Task objective:
The goal is a clean copy of all the data below, with pictures dropped and everything else retyped exactly.

Exercise material:
______________________________

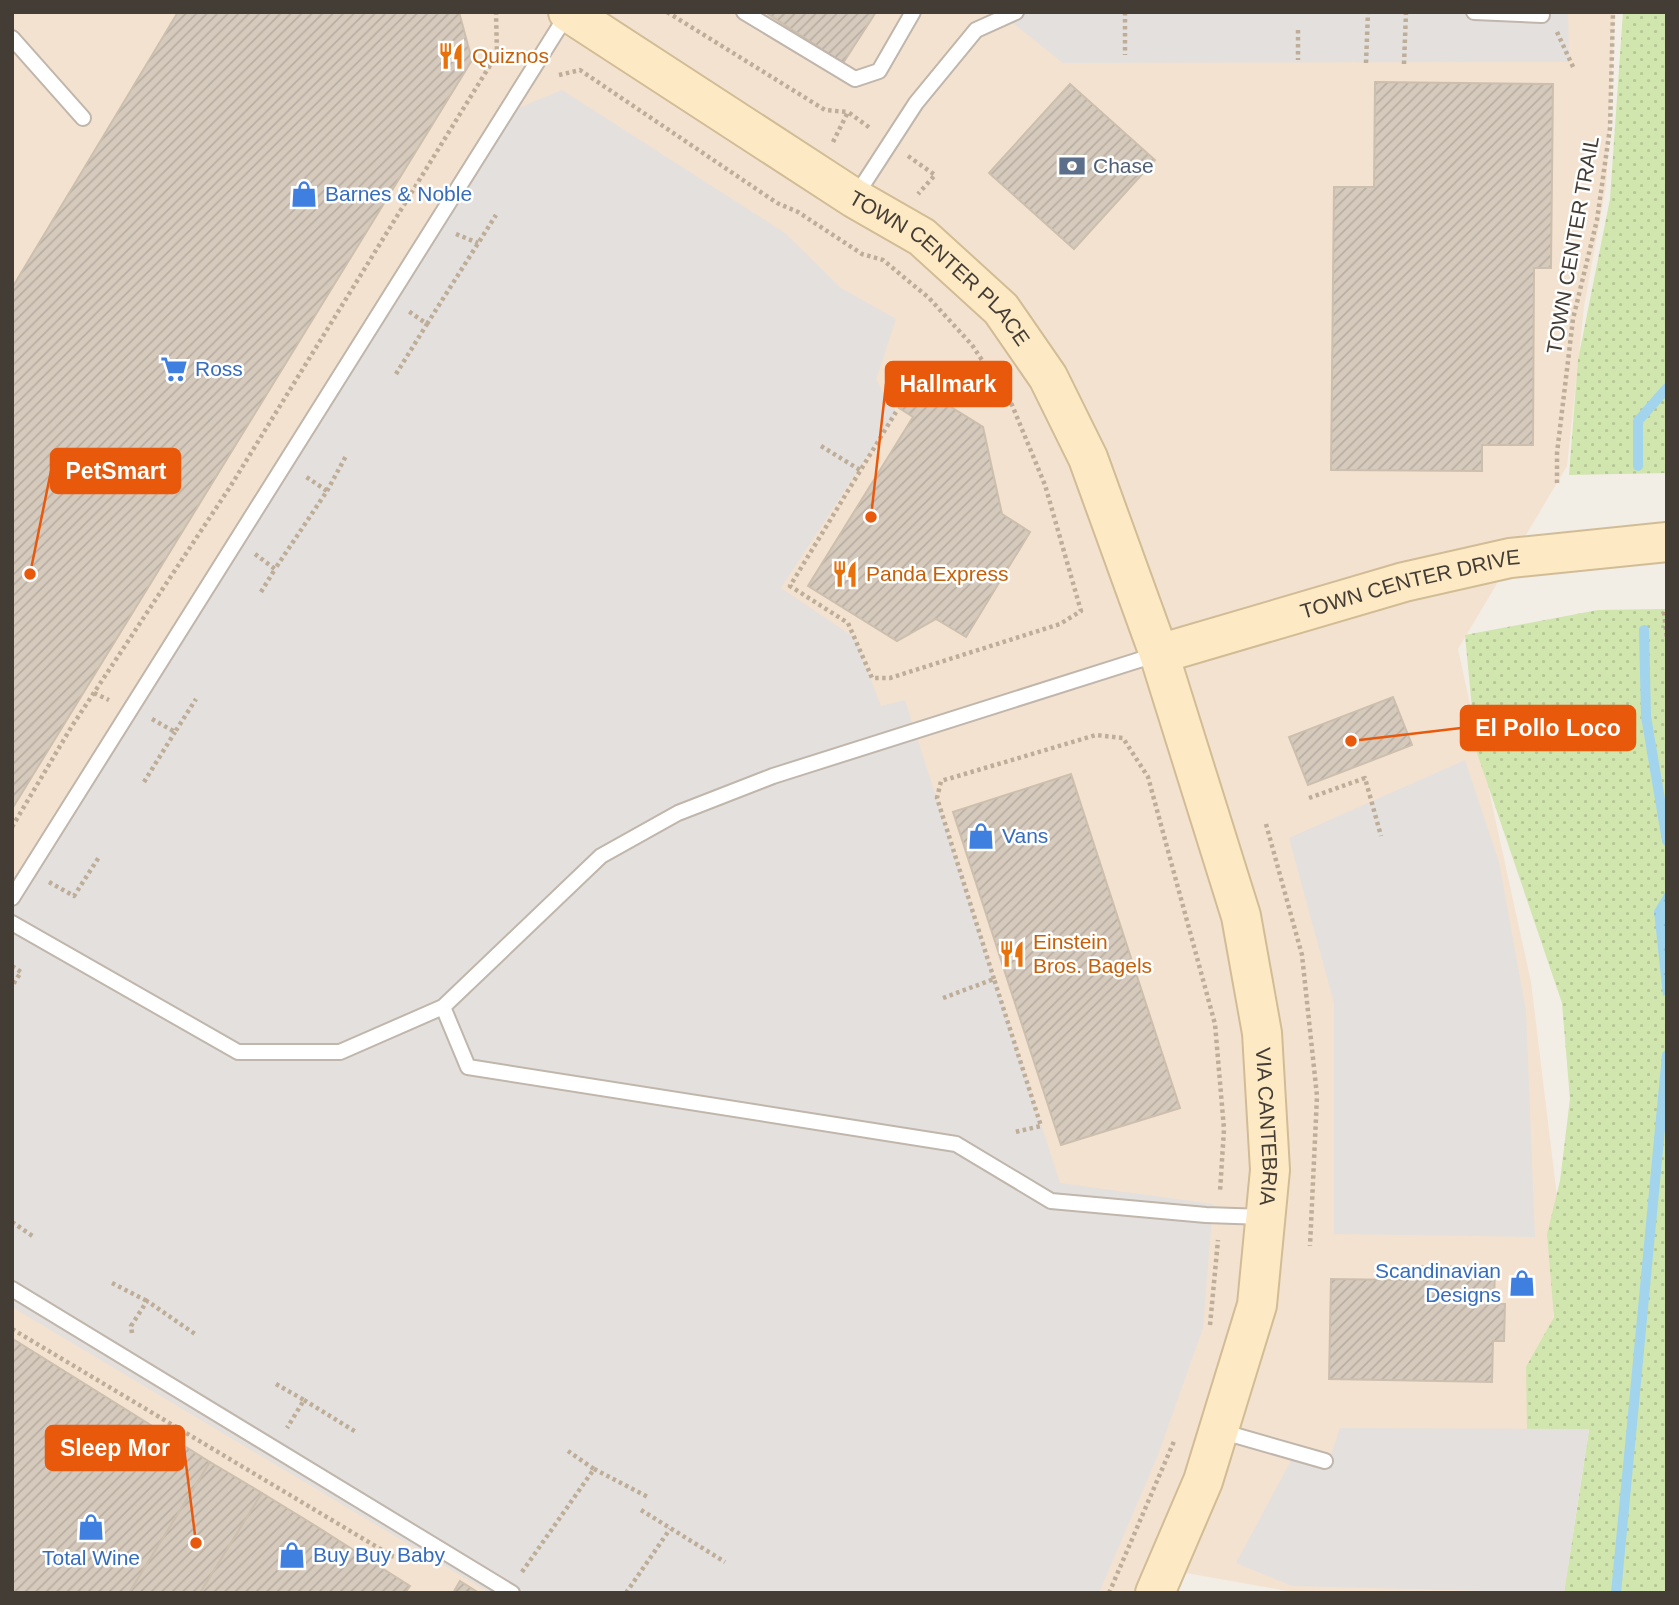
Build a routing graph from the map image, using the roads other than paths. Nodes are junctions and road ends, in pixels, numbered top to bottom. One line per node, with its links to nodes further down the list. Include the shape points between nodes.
1 (568, 12): 9 (main road, TOWN CENTER PLACE); 12 (lane)
2 (744, 12): 3 (lane, via 855,79 879,71)
3 (913, 12)
4 (1016, 12): 9 (lane, via 976,30 916,103)
5 (1474, 12): 6 (lane)
6 (1542, 15)
7 (12, 38): 8 (lane)
8 (83, 118)
9 (854, 198): 11 (main road, TOWN CENTER PLACE, via 922,237 1001,309 1048,377 1088,458)
10 (1667, 542): 11 (main road, TOWN CENTER DRIVE, via 1510,558 1404,582)
11 (1159, 654): 14 (lane, via 773,776 678,813 601,856); 15 (main road, VIA CANTEBRIA, via 1241,916 1262,1033 1270,1170)
12 (12, 898)
13 (12, 923): 14 (lane, via 238,1052 341,1052)
14 (443, 1007): 15 (lane, via 468,1067 956,1144 1051,1201)
15 (1268, 1217): 17 (main road, VIA CANTEBRIA, via 1257,1305)
16 (12, 1289): 19 (lane)
17 (1218, 1430): 18 (lane); 20 (main road, VIA CANTEBRIA, via 1203,1481)
18 (1325, 1461)
19 (510, 1592)
20 (1155, 1593)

______________________________

Answer space:
Build a routing graph from the map image, using the roads other than paths. Nodes are junctions and road ends, in pixels, numbered top to bottom. One line per node, with its links to nodes further down the list. Include the shape points between nodes.
1 (568, 12): 9 (main road, TOWN CENTER PLACE); 12 (lane)
2 (744, 12): 3 (lane, via 855,79 879,71)
3 (913, 12)
4 (1016, 12): 9 (lane, via 976,30 916,103)
5 (1474, 12): 6 (lane)
6 (1542, 15)
7 (12, 38): 8 (lane)
8 (83, 118)
9 (854, 198): 11 (main road, TOWN CENTER PLACE, via 922,237 1001,309 1048,377 1088,458)
10 (1667, 542): 11 (main road, TOWN CENTER DRIVE, via 1510,558 1404,582)
11 (1159, 654): 14 (lane, via 773,776 678,813 601,856); 15 (main road, VIA CANTEBRIA, via 1241,916 1262,1033 1270,1170)
12 (12, 898)
13 (12, 923): 14 (lane, via 238,1052 341,1052)
14 (443, 1007): 15 (lane, via 468,1067 956,1144 1051,1201)
15 (1268, 1217): 17 (main road, VIA CANTEBRIA, via 1257,1305)
16 (12, 1289): 19 (lane)
17 (1218, 1430): 18 (lane); 20 (main road, VIA CANTEBRIA, via 1203,1481)
18 (1325, 1461)
19 (510, 1592)
20 (1155, 1593)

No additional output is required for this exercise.